Friday, July 18, 2008

Conversion crisis - Conservative Rabbi's problematic understanding

YNET just published an essay by Rabbi Professor Golinkin - leading Conservative rabbi and scholar regarding the conversion crisis - in which he repeats the false claim that normative halacha does not require acceptance of mitzvos and that this view is unique to chareidi poskim.

Furthermore, this ruling will deter all future conversions. If a conversion can be annulled many years after it is performed, it means that all conversions are conditional – so why bother converting at all? This ruling is a desecration of God’s name, which makes a mockery of thousands of converts and hundreds of teachers and rabbis who have worked so hard to convert them.
This episode shows once again that the Chief Rabbinate of Israel, which was founded by Religious Zionists, is now a haredi institution opposed to all lenient approaches within Jewish law.

He relies on Rabbis Feinstein, Grodzinsky, Sternbuch, Auerbach, Kuk, Schmelkes, Yosef, Kanievsky, Shach and Elyashiv. Almost all are Haredi rabbis who are opposed to modernity, Zionism and the State of Israel

Finally, the haredi position has already led to an absurd situation: he who is strict regarding conversion is lenient regarding intermarriage. In the past, this was a Diaspora phenomenon, but now, with the mass aliyah from the Former Soviet Union, if we do not convert the Russian immigrants, they will marry our children and grandchildren!

Rabbi Sherman’s ruling is based primarily on one major premise: A convert must accept all of the mitzvot before converting and observe all the mitzvot after converting. If not, he is not Jewish and his conversion can be retroactively annulled. Furthermore, judges who performed conversions without this requirement, are ipso facto disqualified from serving as judges. [...]

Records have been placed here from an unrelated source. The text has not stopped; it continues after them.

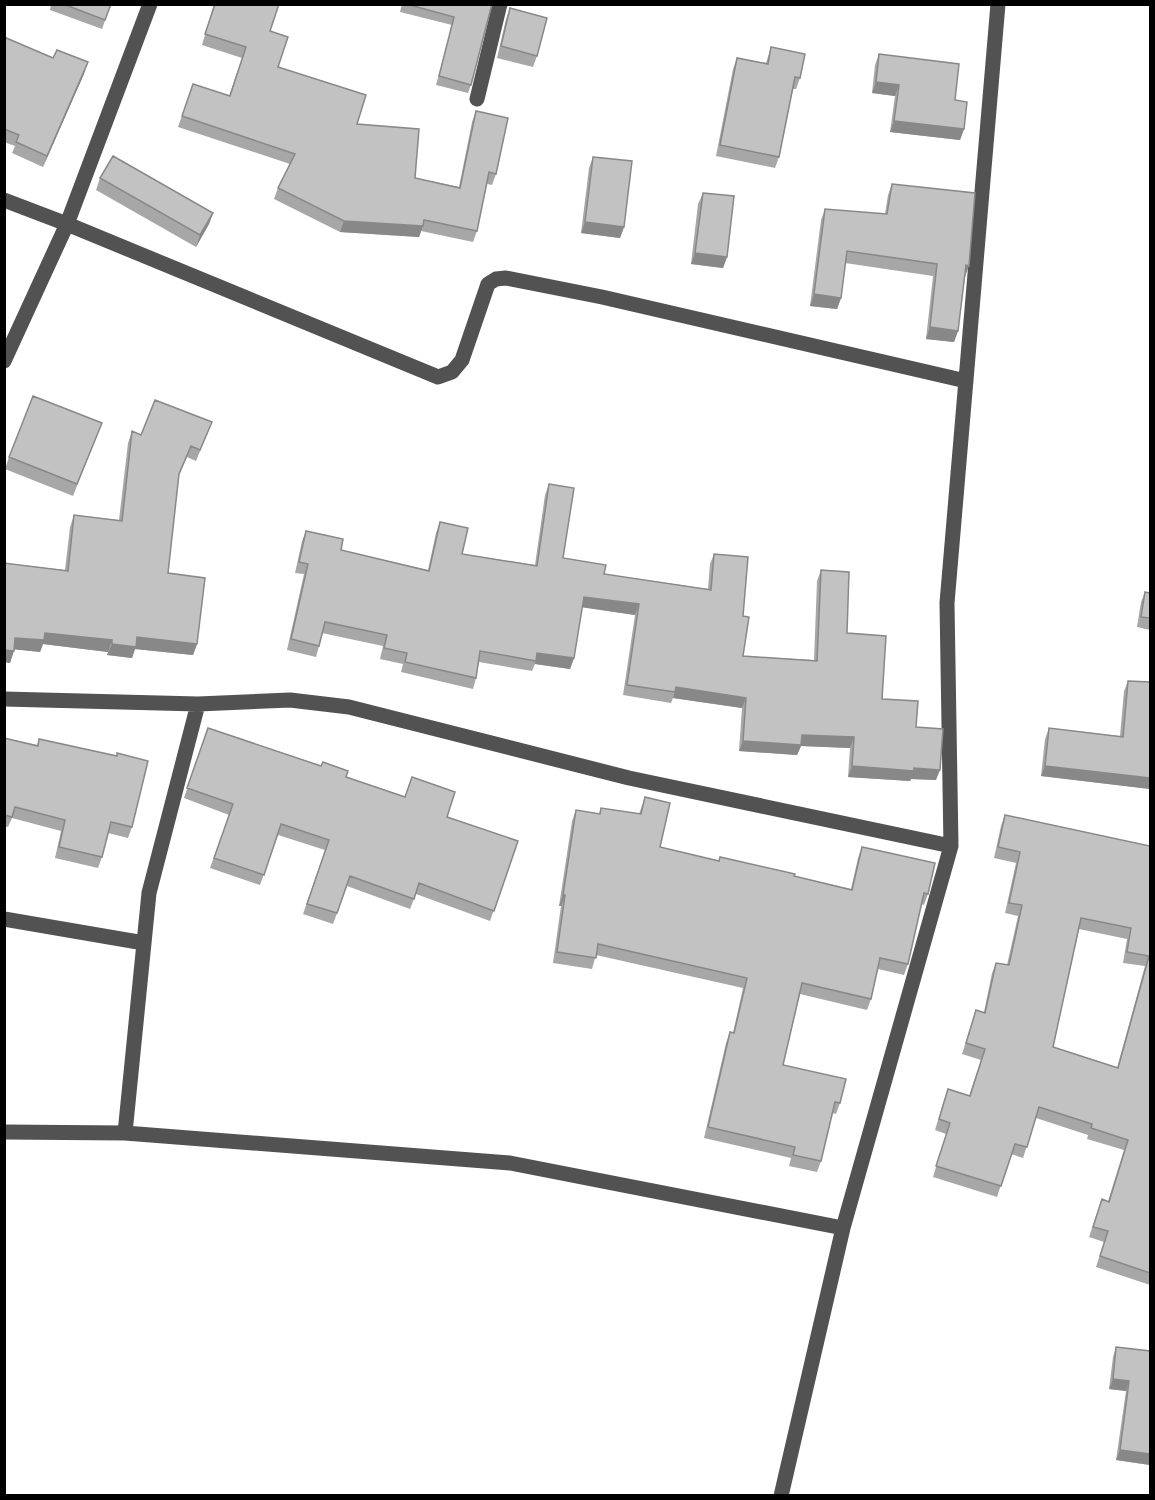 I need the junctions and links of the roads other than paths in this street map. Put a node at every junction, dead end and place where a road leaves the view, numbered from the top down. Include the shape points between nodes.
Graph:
1 (150, 4) edge
2 (500, 4) edge
3 (998, 4) edge
4 (477, 99) dead end
5 (4, 200) edge
6 (67, 224) junction
7 (4, 361) edge
8 (966, 381) junction
9 (4, 699) edge
10 (198, 704) junction
11 (951, 846) junction
12 (4, 919) edge
13 (144, 943) junction
14 (4, 1132) edge
15 (125, 1133) junction
16 (843, 1228) junction
17 (781, 1496) edge

1 - 6 street
2 - 4 street
3 - 8 street
5 - 6 street
6 - 7 street
6 - 8 street via 438,377 452,372 462,360 488,284 506,278
8 - 11 street via 947,603
9 - 10 street
10 - 11 street via 290,700 349,707 629,778
10 - 13 street via 149,893
11 - 16 street
12 - 13 street
13 - 15 street
14 - 15 street
15 - 16 street via 510,1162
16 - 17 street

Rabbi Ouziel (1880-1953), first Sephardic Chief Rabbi of the State of Israel, explained as follows: “It is clear from (Yevamot 47a-b) that we do not demand of him to observe the mitzvot and it is also not necessary that the Bet Din know that he will observe them, for if not, no converts will be accepted in Israel, for who will guarantee that this gentile will be loyal to all the mitzvot in the Torah! Rather, they instruct him in some of the mitzvot so that if he wants he should go away and so that he cannot say later ‘if I had known I would not have converted’. And this is before the fact, but after the fact - if they did not instruct him, it is not indispensable… (It) is permissible and a mitzvah to accept converts even though we know that they will not observe all the mitzvot because in the end they will observe them...”

Other prominent Orthodox rabbis who have taken lenient approaches towards kabbalat mitzvot include Chief Rabbi Unterman and Rabbis Kluger, Mashash, Moshe Hacohen, Berkowitz and Angel.

Thus the entire “house of cards” built by Rabbi Sherman rests on just one card: that all poskim agree that all converts must accept all mitzvot. Indeed, this is the position of most Ashkenazic Haredi rabbis since the year 1876. But it is not normative Jewish law. Normative Jewish law for 2,000 years has followed Yevamot that a convert accepts the halakhic system and its rewards and punishments, not all of the mitzvot which he has yet to learn.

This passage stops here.